May 1, 2012 Subject:
The study of an artist...
After a bit of a painful prologue of what the "negro artist" does when they are not pursuing their craft (they work!) we get down to the excellent footage of such artists as Richmond Berthe, Aaron Douglas and James Latimer Allen doing what they do best, and the art work here really is quite stunning. Was really impressed by Berhe's work the most. Interesting film made I guess, in the 40's, with careful care utilizaed for the title cards (I do like the fade ins of them)
Reviewer:Wilford B. Wolf
June 28, 2009 Subject:
An important film for those interested in art history and African American history, this silent film from the early 1930s (c. 1932?) covers some important visual artists during the Harlem Renaissance. It starts with an appropriately arty montage of many African American artists made their living during the day, mostly working blue collar jobs, while working on their art in their off hours.

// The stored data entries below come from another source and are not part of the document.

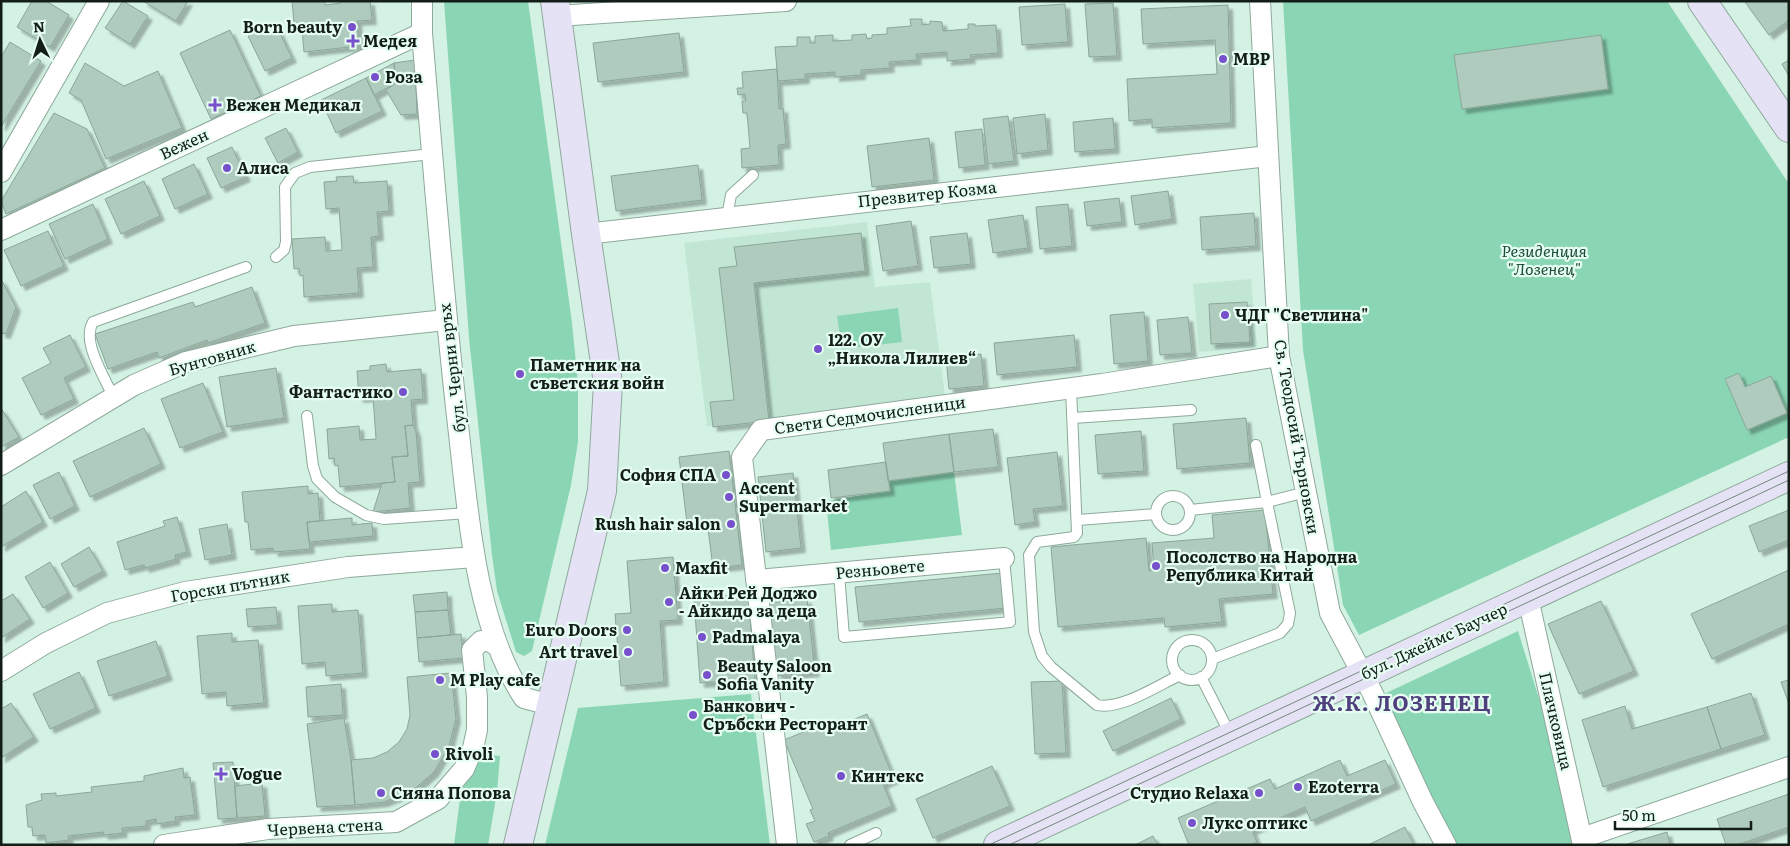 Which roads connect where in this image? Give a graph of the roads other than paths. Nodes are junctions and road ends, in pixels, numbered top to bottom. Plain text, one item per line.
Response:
1 (99, 1) edge
2 (422, 1) edge
3 (786, 1) edge
4 (1260, 1) edge
5 (1702, 2) edge
6 (556, 8) edge
7 (422, 33) junction
8 (1789, 128) edge
9 (432, 154) junction
10 (1268, 156) junction
11 (1, 172) edge
12 (753, 175) dead end
13 (727, 217) junction
14 (1, 230) edge
15 (586, 234) junction
16 (276, 257) dead end
17 (246, 267) dead end
18 (446, 320) junction
19 (1279, 356) junction
20 (1071, 388) junction
21 (114, 398) junction
22 (1191, 410) dead end
23 (307, 416) dead end
24 (1073, 418) junction
25 (1256, 445) dead end
26 (1, 465) edge
27 (1789, 476) edge
28 (1306, 492) junction
29 (1267, 502) junction
30 (1190, 510) junction
31 (468, 513) junction
32 (1156, 514) junction
33 (1078, 520) junction
34 (474, 557) junction
35 (1004, 558) joint
36 (838, 572) junction
37 (756, 580) junction
38 (1528, 598) junction
39 (497, 646) junction
40 (1212, 659) junction
41 (1, 670) edge
42 (1363, 674) junction
43 (1180, 676) junction
44 (1202, 677) junction
45 (551, 705) junction
46 (1231, 736) junction
47 (1789, 767) edge
48 (876, 834) dead end
49 (1583, 841) edge
50 (164, 845) edge
51 (518, 845) edge
52 (787, 845) edge
53 (850, 845) edge
54 (998, 845) edge
55 (1446, 845) edge

1 - 11 street
2 - 7 street, бул. Черни връх
3 - 6 street
4 - 10 street, Св. Теодосий Търновски
5 - 8 street
6 - 15 street
7 - 9 street, бул. Черни връх
7 - 14 street, Вежен
9 - 16 lane
9 - 18 street, бул. Черни връх
10 - 13 street, Презвитер Козма
10 - 19 street, Св. Теодосий Търновски
12 - 13 lane
13 - 15 street, Презвитер Козма
15 - 45 street
17 - 21 lane
18 - 21 street, Бунтовник
18 - 31 street, бул. Черни връх
19 - 20 street, Свети Седмочисленици
19 - 28 street, Св. Теодосий Търновски
20 - 24 lane
20 - 37 street, Свети Седмочисленици
21 - 26 street, Бунтовник
22 - 24 lane
23 - 31 lane
24 - 33 lane
25 - 29 lane
27 - 38 street, бул. Джеймс Баучер
28 - 29 lane
28 - 42 street, Св. Теодосий Търновски
29 - 30 lane
29 - 40 lane
30 - 32 lane
30 - 32 lane
31 - 34 street, бул. Черни връх
32 - 33 lane
33 - 43 lane
34 - 39 street, бул. Черни връх
34 - 41 street, Горски пътник
35 - 36 street, Резньовете
35 - 36 lane
36 - 37 street, Резньовете
37 - 52 street, Свети Седмочисленици
38 - 42 street, бул. Джеймс Баучер
38 - 49 street, Плачковица
39 - 45 street, бул. Черни връх
39 - 50 street, Червена стена
40 - 43 lane
40 - 44 lane
42 - 46 street, бул. Джеймс Баучер
42 - 55 street, Св. Теодосий Търновски
43 - 44 lane
44 - 46 lane
45 - 51 street
46 - 54 street, бул. Джеймс Баучер
47 - 49 street
48 - 53 lane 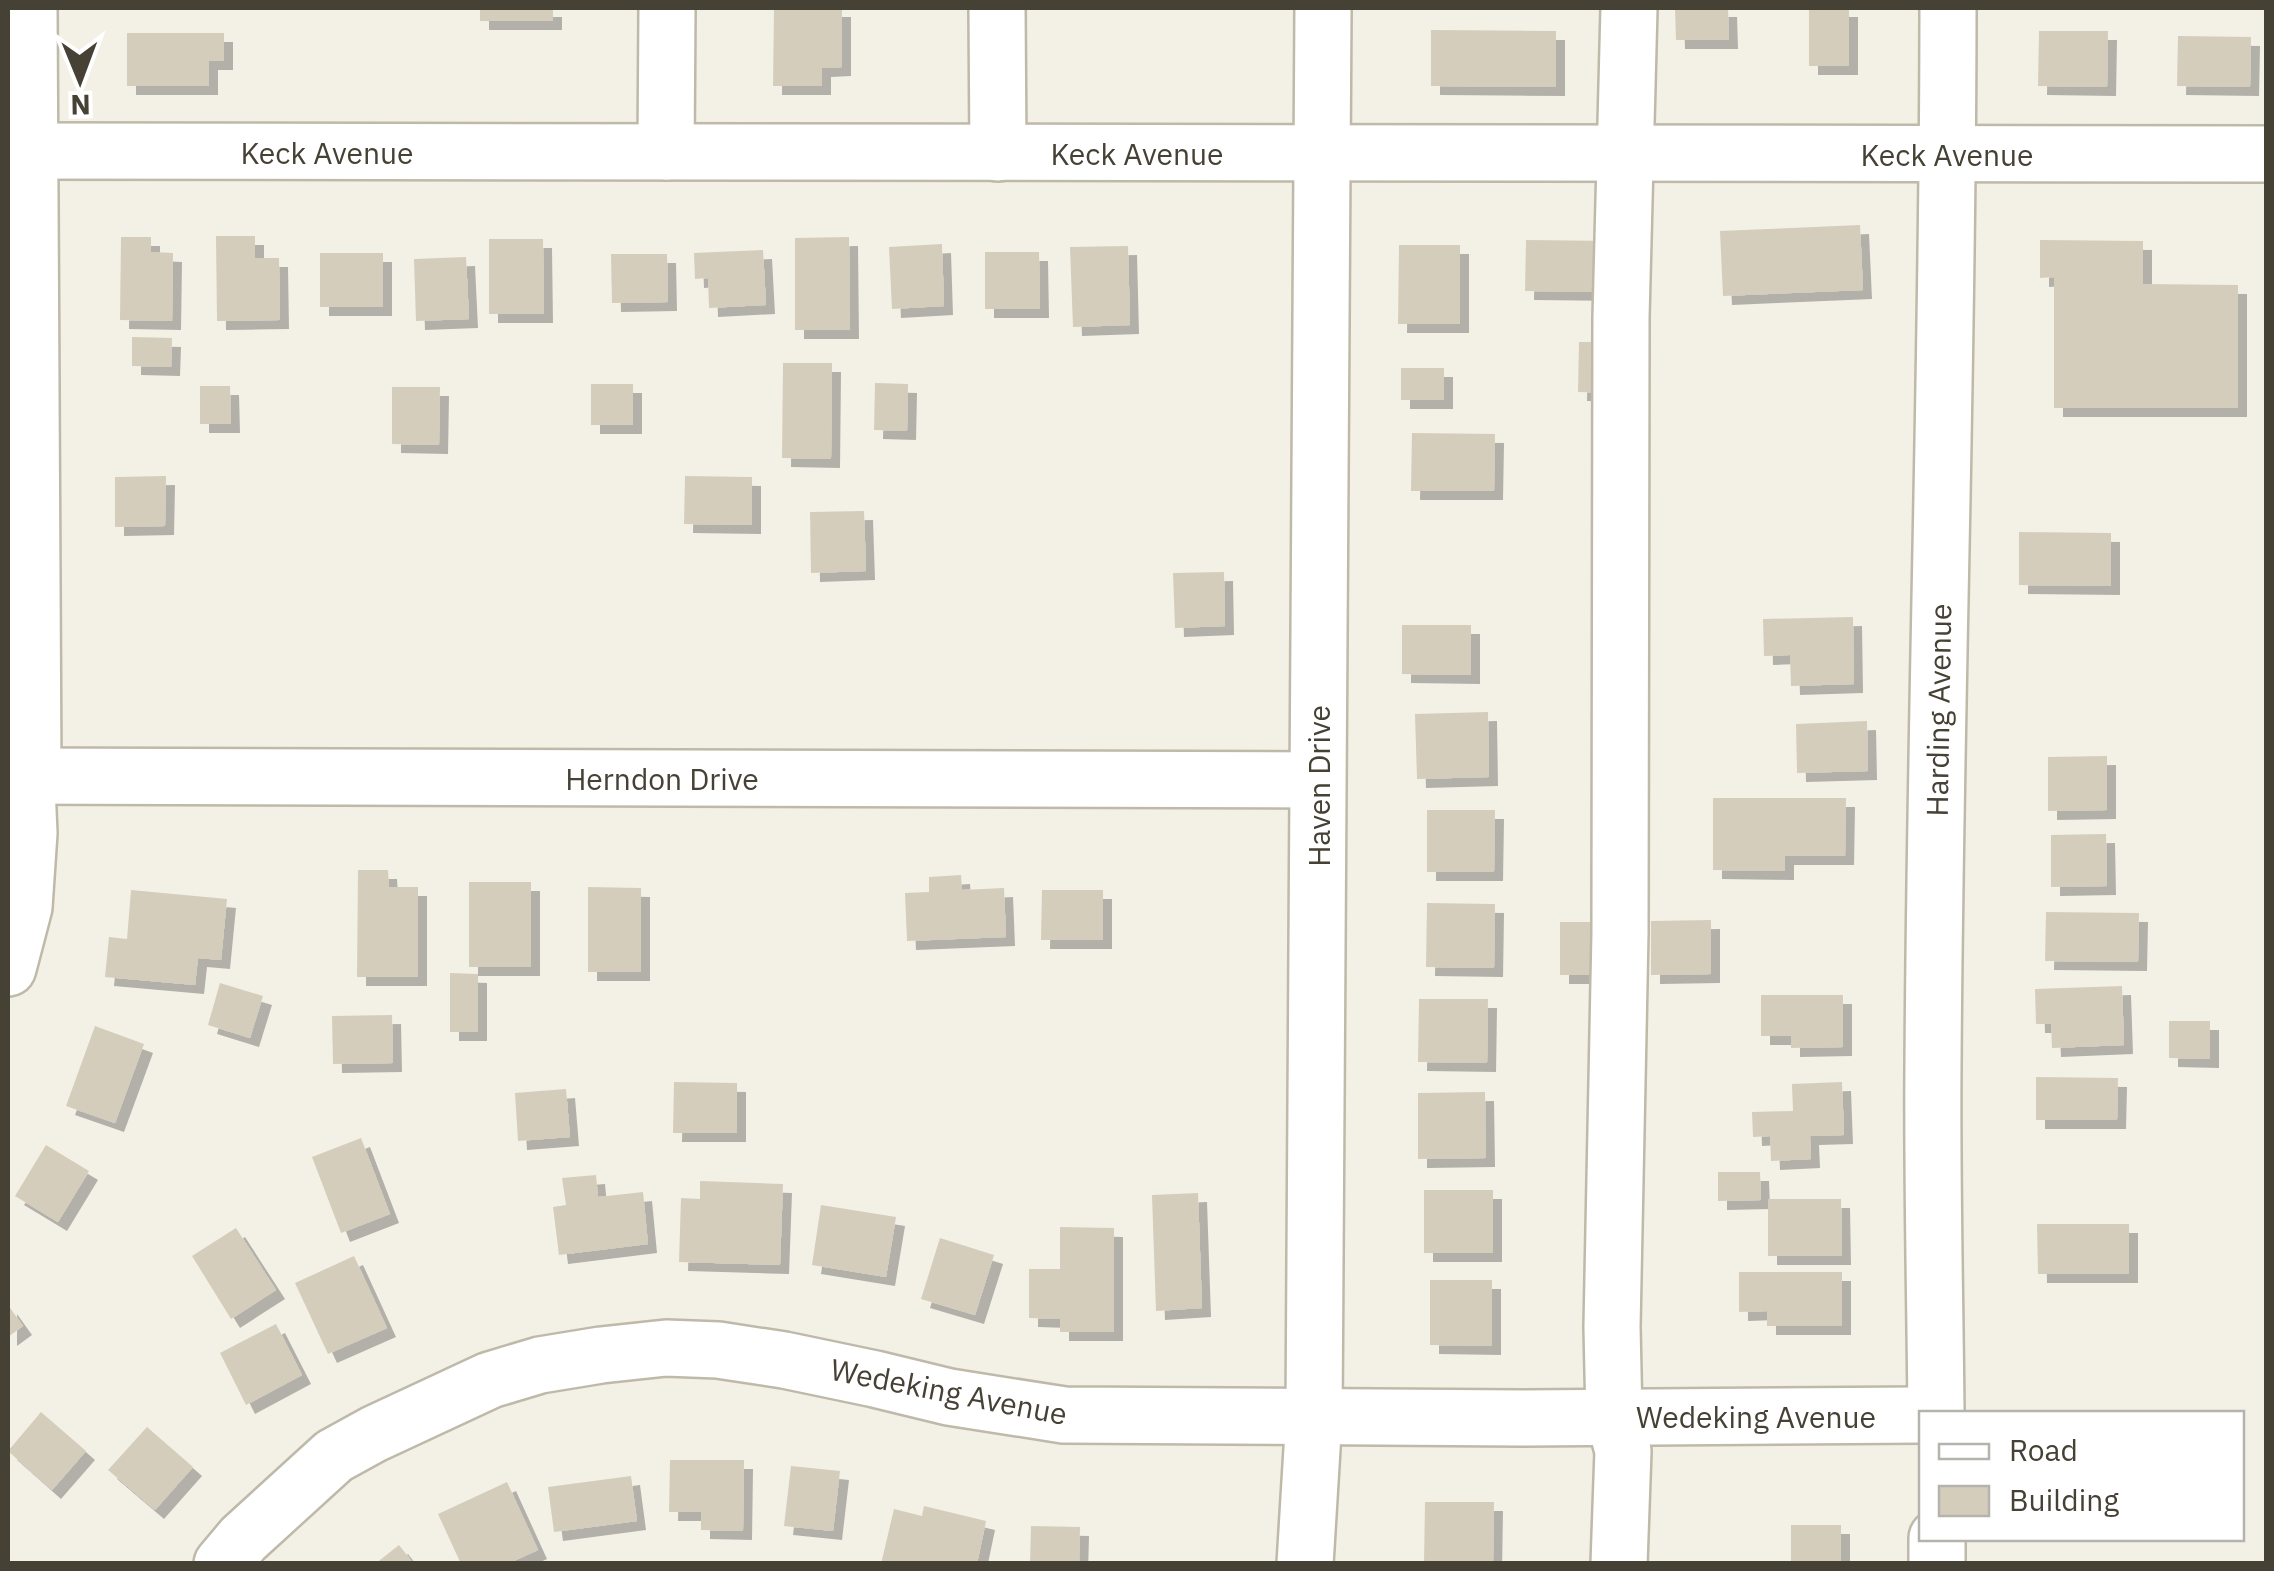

Then we see a series of artists at work: Richmond Barthe, noted sculptor (in particular, large outdoor work); James Latimer Allen, noted portrait photographer (known particularly for documenting the Harlem Renaissance); Aaron Douglas, one the major painters of the era; Palmer Hayden, another prolific painter; and Augusta Savage, the leading female sculptor of the movement. While this film doesn't tell much about them, we them in their studios and examples of their work. Harlem Renaissance was one of the transformative times of American art history, and this film serves as an important document of that time.